§ **DIRECTIONS FOR THIS TASK**
Locate all lines in the data below that hold "hand" and show them.

***

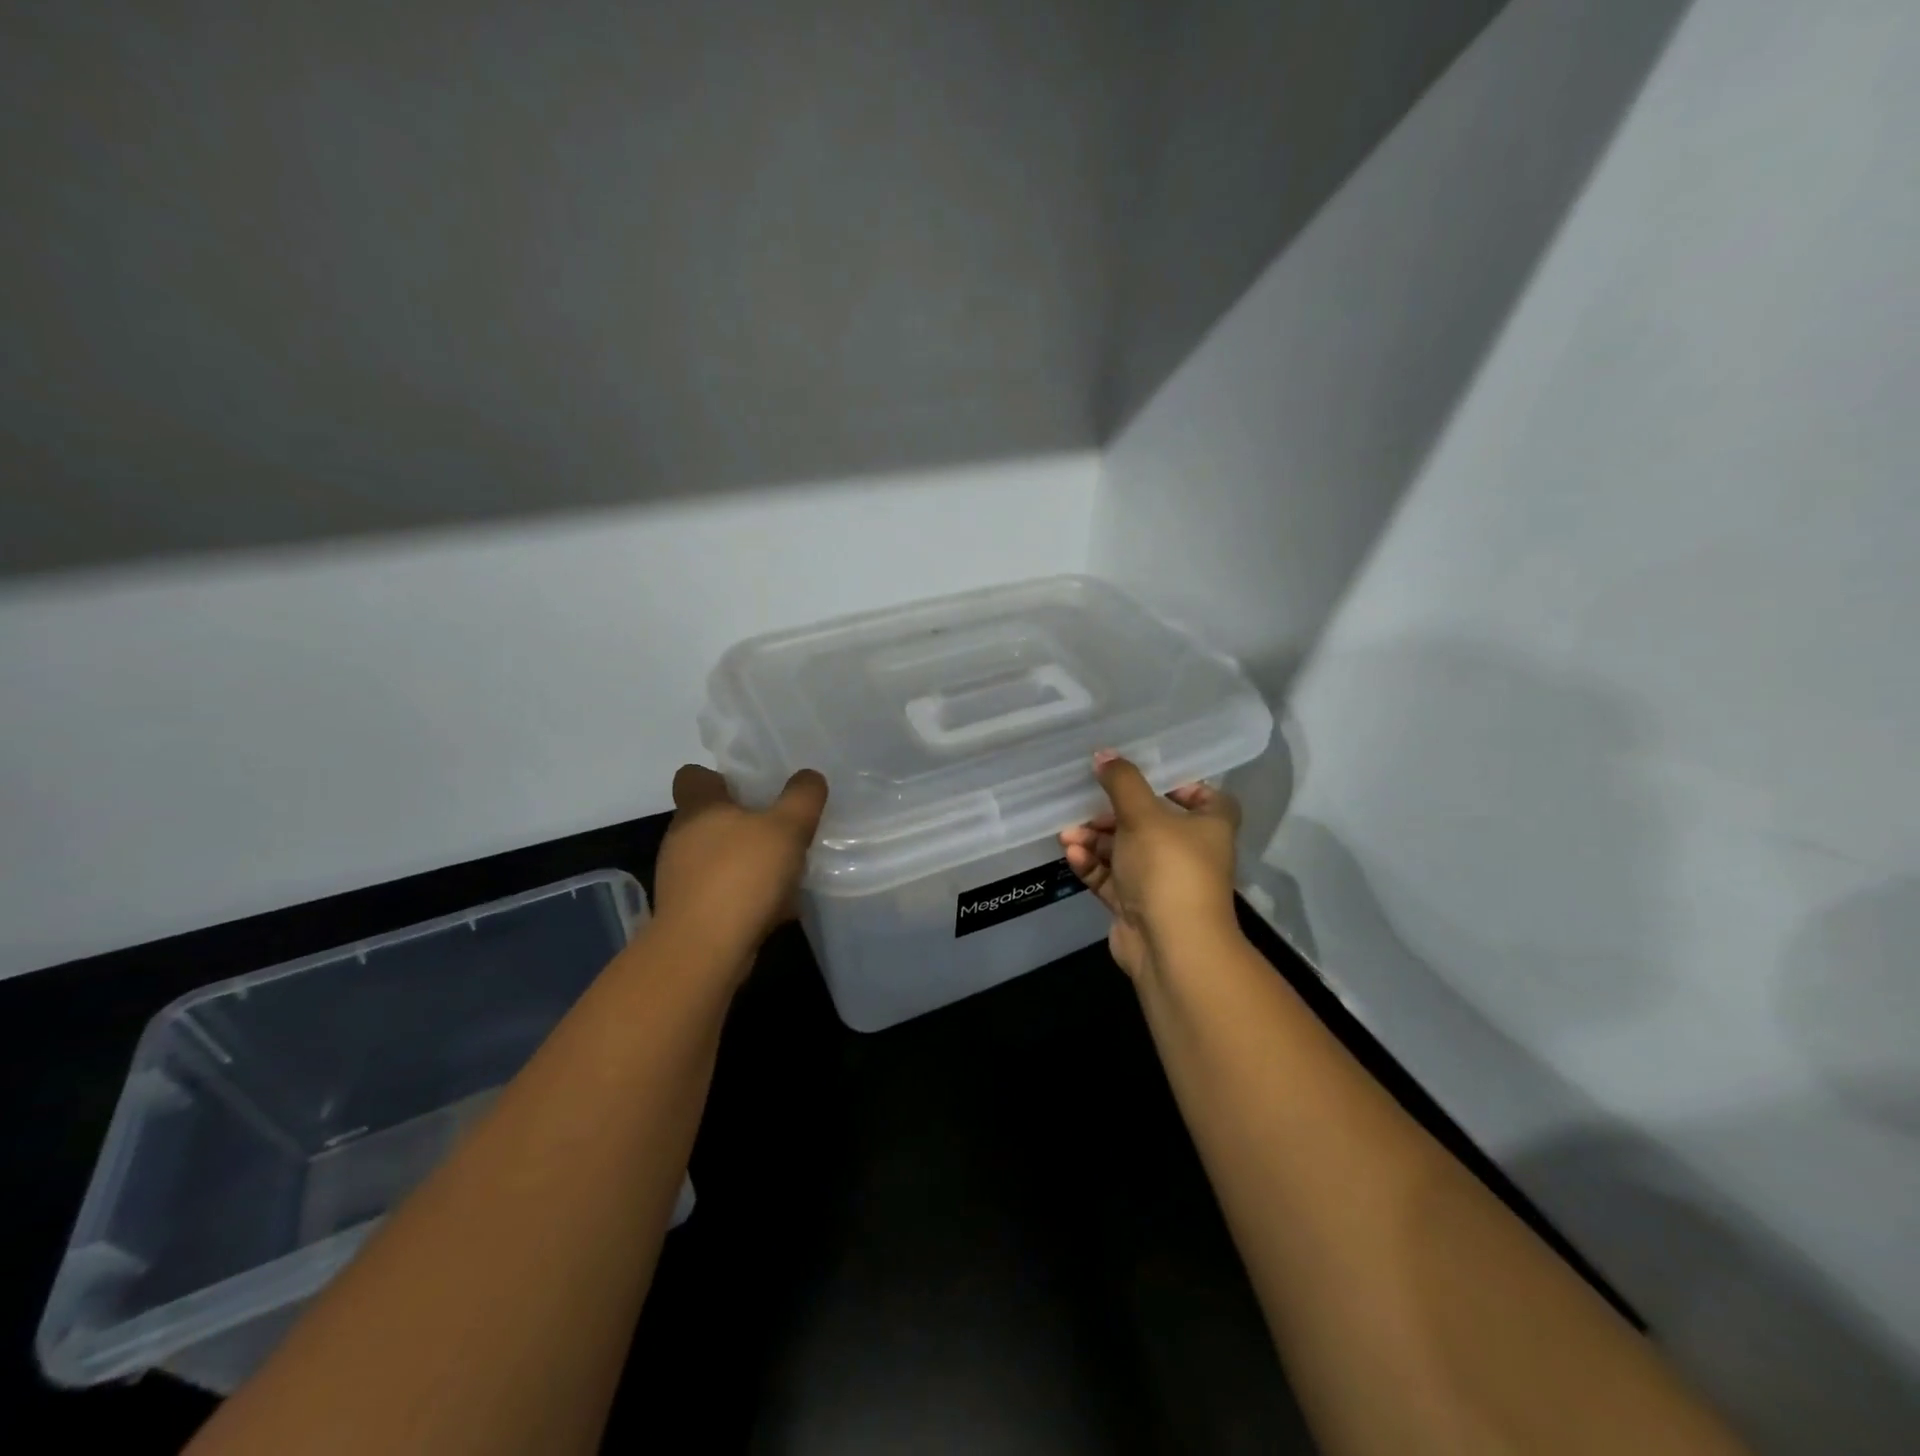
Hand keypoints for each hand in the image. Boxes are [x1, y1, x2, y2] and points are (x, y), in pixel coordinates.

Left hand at [652, 764, 828, 982]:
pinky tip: (777, 908)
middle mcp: (681, 838)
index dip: (720, 776)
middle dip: (745, 822)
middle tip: (783, 828)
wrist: (703, 951)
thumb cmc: (742, 875)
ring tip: (786, 872)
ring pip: (719, 858)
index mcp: (699, 808)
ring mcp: (681, 878)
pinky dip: (746, 896)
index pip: (692, 775)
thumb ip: (802, 797)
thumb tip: (809, 777)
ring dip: (748, 862)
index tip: (752, 787)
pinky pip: (723, 893)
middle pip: (711, 818)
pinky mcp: (689, 912)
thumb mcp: (787, 828)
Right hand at [1058, 750, 1240, 981]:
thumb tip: (1103, 754)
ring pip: (1125, 851)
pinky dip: (1093, 865)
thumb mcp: (1143, 815)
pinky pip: (1112, 878)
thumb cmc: (1169, 869)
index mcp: (1209, 826)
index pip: (1204, 797)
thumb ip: (1122, 781)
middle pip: (1150, 822)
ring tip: (1068, 834)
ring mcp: (1163, 882)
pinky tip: (1072, 855)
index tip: (1144, 777)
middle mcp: (1190, 853)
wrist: (1171, 947)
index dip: (1179, 784)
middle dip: (1113, 814)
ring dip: (1095, 840)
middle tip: (1088, 806)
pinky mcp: (1137, 905)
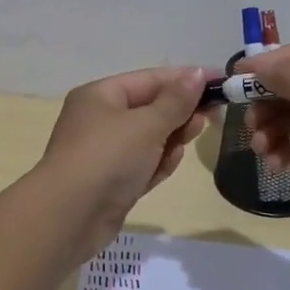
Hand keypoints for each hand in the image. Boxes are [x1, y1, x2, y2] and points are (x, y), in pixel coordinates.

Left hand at [37, 65, 212, 247]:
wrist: (68, 217)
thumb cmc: (108, 157)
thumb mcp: (147, 124)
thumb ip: (176, 101)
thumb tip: (198, 73)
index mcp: (101, 96)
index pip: (150, 79)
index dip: (185, 79)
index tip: (220, 81)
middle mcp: (100, 120)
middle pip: (150, 108)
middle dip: (180, 110)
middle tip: (213, 114)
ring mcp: (105, 153)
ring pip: (149, 138)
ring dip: (172, 138)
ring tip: (194, 135)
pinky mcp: (112, 183)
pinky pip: (143, 164)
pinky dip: (158, 162)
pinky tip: (170, 163)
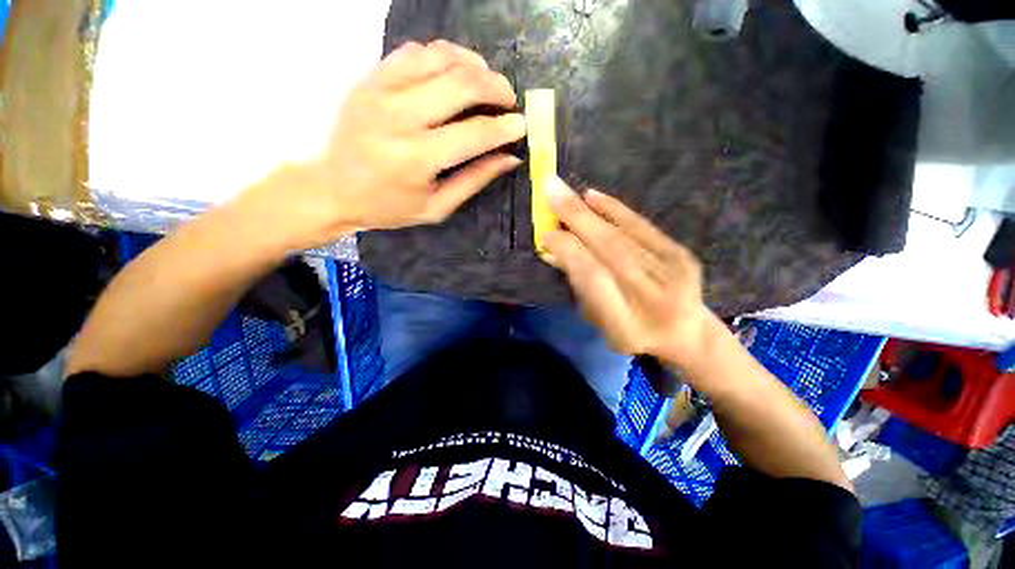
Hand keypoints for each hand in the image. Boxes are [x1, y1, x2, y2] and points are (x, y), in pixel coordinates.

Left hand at [242, 40, 526, 251]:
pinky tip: (455, 71)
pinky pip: (415, 51)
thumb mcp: (437, 207)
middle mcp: (399, 116)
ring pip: (441, 58)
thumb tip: (510, 158)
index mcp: (417, 158)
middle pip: (462, 84)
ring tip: (488, 82)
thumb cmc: (388, 207)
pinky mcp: (371, 77)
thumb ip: (475, 180)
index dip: (505, 128)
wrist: (332, 188)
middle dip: (496, 87)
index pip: (474, 134)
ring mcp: (381, 90)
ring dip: (474, 65)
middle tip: (509, 99)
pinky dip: (444, 56)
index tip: (522, 125)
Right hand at [542, 177, 715, 370]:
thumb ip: (579, 286)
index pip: (593, 277)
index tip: (546, 233)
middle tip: (550, 192)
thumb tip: (554, 251)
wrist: (687, 333)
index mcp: (626, 324)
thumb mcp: (600, 321)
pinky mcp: (681, 255)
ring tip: (564, 191)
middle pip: (609, 249)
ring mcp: (672, 273)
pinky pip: (642, 227)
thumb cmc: (632, 332)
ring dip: (589, 211)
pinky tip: (593, 197)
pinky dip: (615, 210)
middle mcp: (651, 296)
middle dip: (575, 218)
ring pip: (622, 234)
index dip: (568, 251)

***

§ **YOUR SOLUTION**
Hand keypoints for each hand in the image. Boxes are [x1, y1, x2, y2] and points are (x, y), in pixel coordinates.
Left hand at [652, 764, 828, 982]:
Right hand at [1058, 750, 1240, 981]:
Hand keypoints for each hand in the image. Boxes are [x1, y1, x2, y2] and points are (x, y), in pixel coordinates.
Left hand at [37, 65, 212, 247]:
Hand keypoints for each hand in the image. Boxes are [x1, y1, x2, y2] and points are (x, y), in pixel coordinates.
Left hand at [242, 40, 526, 251]:
Right hand at [542, 177, 715, 370]:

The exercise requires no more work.